Segment Start: Record set
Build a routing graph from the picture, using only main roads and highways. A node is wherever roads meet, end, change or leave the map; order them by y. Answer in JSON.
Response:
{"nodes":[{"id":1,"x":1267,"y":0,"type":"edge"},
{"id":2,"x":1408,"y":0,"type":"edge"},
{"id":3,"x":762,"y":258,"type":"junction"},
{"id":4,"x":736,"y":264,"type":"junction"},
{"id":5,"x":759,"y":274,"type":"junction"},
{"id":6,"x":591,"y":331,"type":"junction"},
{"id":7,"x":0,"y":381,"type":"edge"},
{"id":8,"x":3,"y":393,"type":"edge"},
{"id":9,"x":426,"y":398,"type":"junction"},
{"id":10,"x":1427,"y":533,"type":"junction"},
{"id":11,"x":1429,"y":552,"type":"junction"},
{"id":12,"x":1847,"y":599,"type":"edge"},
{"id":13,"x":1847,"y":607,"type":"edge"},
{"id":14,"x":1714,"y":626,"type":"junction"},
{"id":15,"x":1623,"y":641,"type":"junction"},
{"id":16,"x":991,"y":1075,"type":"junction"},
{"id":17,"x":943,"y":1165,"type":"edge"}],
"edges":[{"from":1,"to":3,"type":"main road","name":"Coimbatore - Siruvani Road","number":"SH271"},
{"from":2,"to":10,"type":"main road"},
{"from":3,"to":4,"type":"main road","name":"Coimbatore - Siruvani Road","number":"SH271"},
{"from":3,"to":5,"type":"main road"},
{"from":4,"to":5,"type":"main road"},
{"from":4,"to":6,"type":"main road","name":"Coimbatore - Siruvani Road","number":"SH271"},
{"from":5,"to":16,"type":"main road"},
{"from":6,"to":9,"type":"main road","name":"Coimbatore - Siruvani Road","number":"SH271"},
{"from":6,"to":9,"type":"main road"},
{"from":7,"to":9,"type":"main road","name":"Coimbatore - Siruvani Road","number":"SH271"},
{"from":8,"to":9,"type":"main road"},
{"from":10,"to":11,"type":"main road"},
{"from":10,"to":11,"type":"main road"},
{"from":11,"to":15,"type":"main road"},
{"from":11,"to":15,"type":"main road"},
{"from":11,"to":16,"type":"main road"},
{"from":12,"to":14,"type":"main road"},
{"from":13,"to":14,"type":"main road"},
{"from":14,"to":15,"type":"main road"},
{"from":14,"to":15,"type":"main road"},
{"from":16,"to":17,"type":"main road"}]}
Segment End: Record set
Keeping each word as given, write out the material above.

> Exercise output:
Build a routing graph from the picture, using only main roads and highways. A node is wherever roads meet, end, change or leave the map; order them by y. Answer in JSON.
Response:
{"nodes":[{"id":1,"x":1267,"y":0,"type":"edge"},
{"id":2,"x":1408,"y":0,"type":"edge"},
{"id":3,"x":762,"y":258,"type":"junction"},
{"id":4,"x":736,"y":264,"type":"junction"},
{"id":5,"x":759,"y":274,"type":"junction"},
{"id":6,"x":591,"y":331,"type":"junction"},
{"id":7,"x":0,"y":381,"type":"edge"},
{"id":8,"x":3,"y":393,"type":"edge"},
{"id":9,"x":426,"y":398,"type":"junction"},
{"id":10,"x":1427,"y":533,"type":"junction"},
{"id":11,"x":1429,"y":552,"type":"junction"},
{"id":12,"x":1847,"y":599,"type":"edge"},
{"id":13,"x":1847,"y":607,"type":"edge"},
{"id":14,"x":1714,"y":626,"type":"junction"},
{"id":15,"x":1623,"y":641,"type":"junction"},
{"id":16,"x":991,"y":1075,"type":"junction"},
{"id":17,"x":943,"y":1165,"type":"edge"}],
"edges":[{"from":1,"to":3,"type":"main road","name":"Coimbatore - Siruvani Road","number":"SH271"},
{"from":2,"to":10,"type":"main road"},
{"from":3,"to":4,"type":"main road","name":"Coimbatore - Siruvani Road","number":"SH271"},
{"from":3,"to":5,"type":"main road"},
{"from":4,"to":5,"type":"main road"},
{"from":4,"to":6,"type":"main road","name":"Coimbatore - Siruvani Road","number":"SH271"},
{"from":5,"to":16,"type":"main road"},
{"from":6,"to":9,"type":"main road","name":"Coimbatore - Siruvani Road","number":"SH271"},
{"from":6,"to":9,"type":"main road"},
{"from":7,"to":9,"type":"main road","name":"Coimbatore - Siruvani Road","number":"SH271"},
{"from":8,"to":9,"type":"main road"},
{"from":10,"to":11,"type":"main road"},
{"from":10,"to":11,"type":"main road"},
{"from":11,"to":15,"type":"main road"},
{"from":11,"to":15,"type":"main road"},
{"from":11,"to":16,"type":"main road"},
{"from":12,"to":14,"type":"main road"},
{"from":13,"to":14,"type":"main road"},
{"from":14,"to":15,"type":"main road"},
{"from":14,"to":15,"type":"main road"},
{"from":16,"to":17,"type":"main road"}]}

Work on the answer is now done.